If the scaphoid fracture is non-displaced (bone has not moved out of place at the fracture), it usually can be successfully treated with a cast. Although the fracture may heal in as little as six weeks, it may take longer for some patients.
If the fracture is in a certain part of the bone or if the fracture is at all displaced (bone ends have shifted), surgery might be the best option. This might include the insertion of a screw or pins (Figure 3).

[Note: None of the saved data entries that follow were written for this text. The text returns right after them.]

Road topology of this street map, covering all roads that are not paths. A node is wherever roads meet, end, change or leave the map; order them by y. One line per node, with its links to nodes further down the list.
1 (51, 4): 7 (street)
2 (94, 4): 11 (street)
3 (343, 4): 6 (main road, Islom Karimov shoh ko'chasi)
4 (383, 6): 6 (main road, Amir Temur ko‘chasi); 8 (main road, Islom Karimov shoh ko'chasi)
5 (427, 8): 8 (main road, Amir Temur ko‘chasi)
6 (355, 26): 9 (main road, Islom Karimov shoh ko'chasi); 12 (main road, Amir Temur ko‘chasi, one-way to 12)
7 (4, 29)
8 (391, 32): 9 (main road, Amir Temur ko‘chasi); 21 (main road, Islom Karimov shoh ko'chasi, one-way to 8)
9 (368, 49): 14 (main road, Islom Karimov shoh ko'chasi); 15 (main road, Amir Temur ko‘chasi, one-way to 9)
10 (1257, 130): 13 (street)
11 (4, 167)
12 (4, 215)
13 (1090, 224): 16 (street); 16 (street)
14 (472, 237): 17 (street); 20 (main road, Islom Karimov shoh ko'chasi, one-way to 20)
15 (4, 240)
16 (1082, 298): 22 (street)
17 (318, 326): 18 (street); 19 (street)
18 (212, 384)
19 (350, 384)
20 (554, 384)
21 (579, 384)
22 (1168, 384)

Scaphoid Non-Union Fractures
A scaphoid non-union fracture refers to a wrist fracture that is failing to heal. A fracture that is healing more slowly than expected is a “delayed union” fracture. If the scaphoid fracture is not healing, you may or may not continue to have symptoms. It may be a sign that your fracture is not healing if you notice decreased strength, such as inability to do push-ups.

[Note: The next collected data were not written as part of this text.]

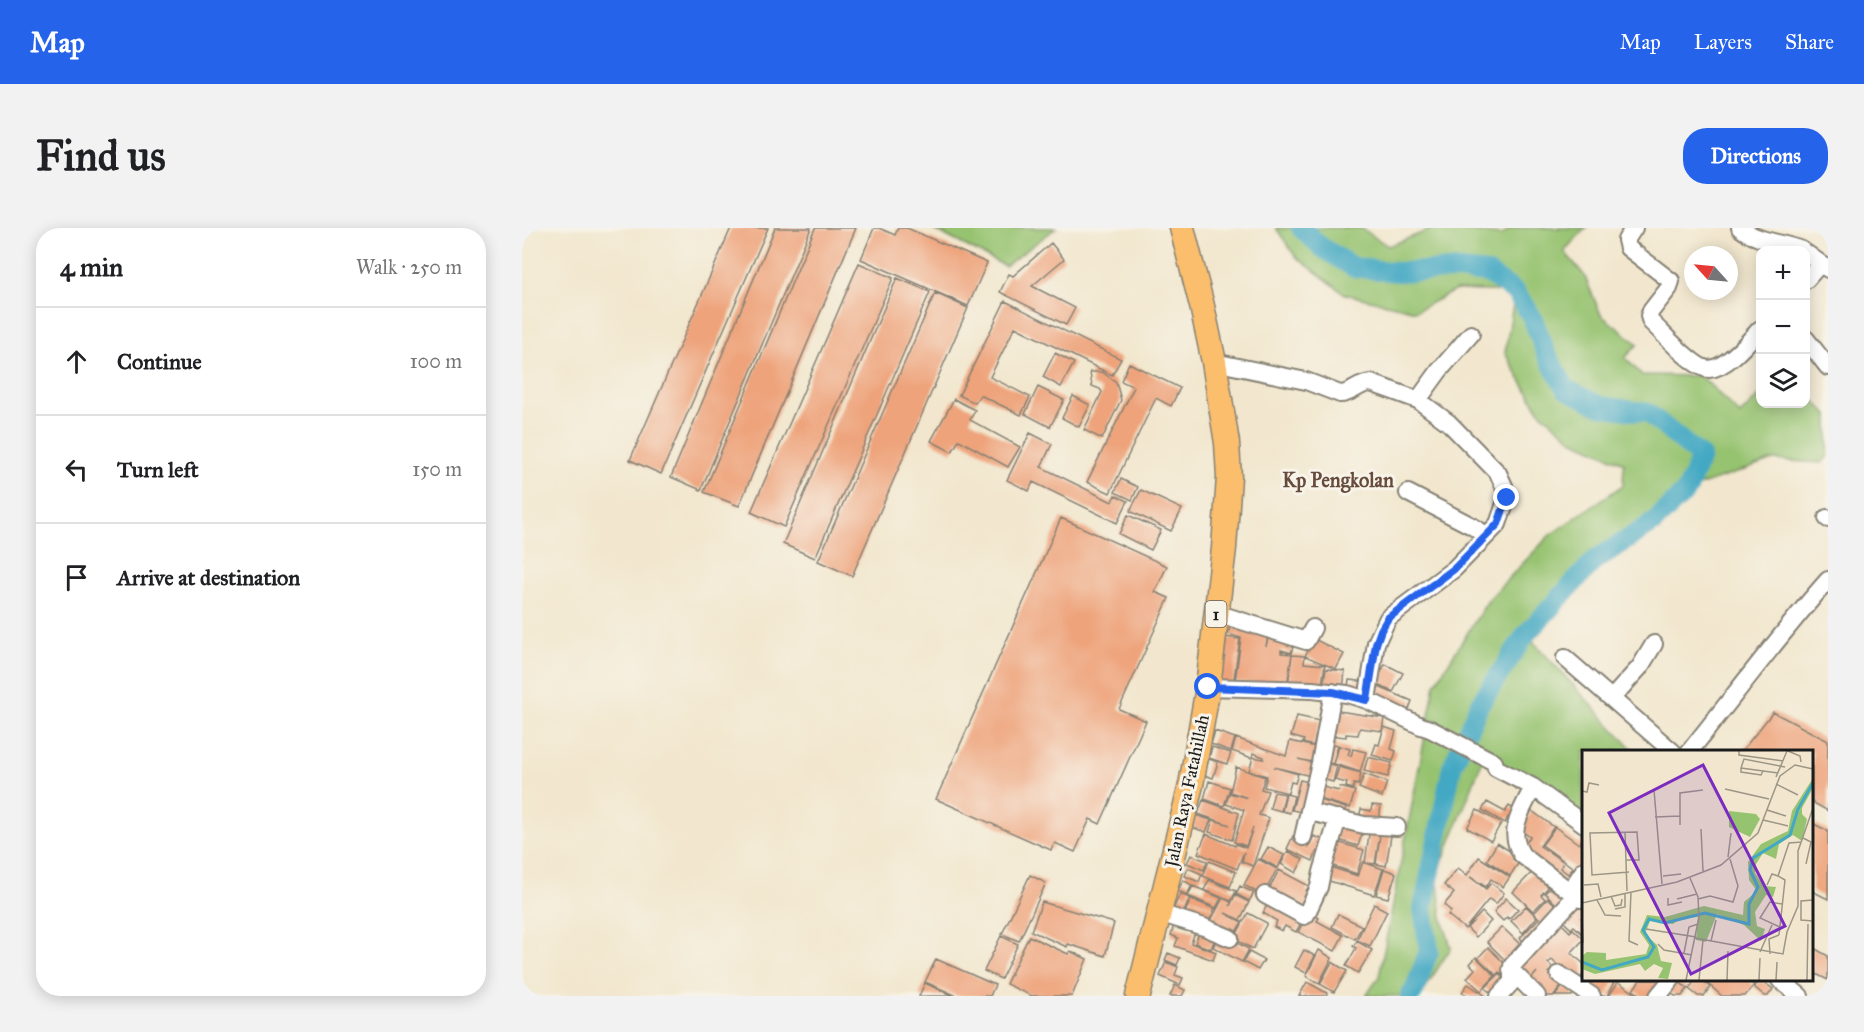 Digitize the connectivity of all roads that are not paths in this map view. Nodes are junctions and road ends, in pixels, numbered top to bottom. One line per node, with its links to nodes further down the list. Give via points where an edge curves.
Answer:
1 (1166, 228): 43 (highway, Jalan Raya Fatahillah / 1, via 1188,303 1210,431 1213,473 1184,738)
2 (1182, 228): 12 (highway, Jalan Raya Fatahillah / 1)
3 (1634, 228): 9 (street, via 1626,240 1628,248 1671,281 1649,315 1651,322 1696,365 1709,369 1723,364)
4 (1740, 228): 5 (street)
5 (1785, 246)
6 (1810, 256): 7 (street)
7 (1824, 266): 8 (street)
8 (1810, 277)
9 (1756, 333)
10 (1471, 334): 14 (street)
11 (1810, 344): 13 (street)
12 (1214, 362): 14 (street, via 1306,381 1340,394 1371,383); 18 (highway, Jalan Raya Fatahillah / 1, via 1229,477)
13 (1828, 367)
14 (1418, 400): 16 (street, via 1449,423 1498,473 1507,498 1498,524)
15 (1408, 493): 16 (street)
16 (1486, 536): 25 (street, via 1454,569 1388,618 1376,644)
17 (1828, 580): 27 (street)
18 (1216, 613): 19 (street, via 1306,641); 22 (highway, Jalan Raya Fatahillah / 1)
19 (1313, 628)
20 (1654, 644): 24 (street, via 1640,667)
21 (1565, 658): 24 (street)
22 (1208, 687): 23 (street); 37 (highway, Jalan Raya Fatahillah / 1, via 1191,784)
23 (1333, 692): 25 (street); 29 (street)
24 (1612, 698): 26 (street)
25 (1367, 700): 28 (street)
26 (1670, 750)
27 (1691, 750)
28 (1533, 787): 31 (street); 36 (street, via 1516,824 1516,846 1522,855)
29 (1310, 812): 30 (street); 33 (street)
30 (1338, 819): 32 (street); 35 (street, via 1319,887 1306,915)
31 (1582, 823)
32 (1396, 827)
33 (1304, 837)
34 (1582, 873): 36 (street, via 1576,882)
35 (1265, 895)
36 (1579, 897): 39 (street, via 1571,901)
37 (1159, 913): 38 (street); 44 (highway, Jalan Raya Fatahillah / 1)
38 (1230, 938)
39 (1511, 970): 45 (street, via 1512,982); 46 (street)
40 (1559, 974): 47 (street)
41 (1670, 981): 48 (street)
42 (1782, 981): 49 (street); 50 (street)
43 (1124, 996)
44 (1138, 996)
45 (1499, 996)
46 (1537, 996)
47 (1591, 996)
48 (1659, 996)
49 (1773, 996)
50 (1800, 996)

Treatment of a scaphoid non-union fracture depends on many factors, including:
- Patient age
- Use of the hand
- Activity level
- Symptoms
- Cigarettes or other tobacco use
- Other medical and/or wrist conditions
- Fracture pattern
The goals of treatment are to relieve pain, maximize function and prevent arthritis. Usually, surgery is needed to clean out the fracture site, to potentially place some form of bone graft to help bone healing, and to stabilize the fracture with pins or screws.
Treatment without surgery can include use of a brace, anti-inflammatory medication or a cortisone shot for pain relief. You and your hand surgeon can discuss which treatment is best for you.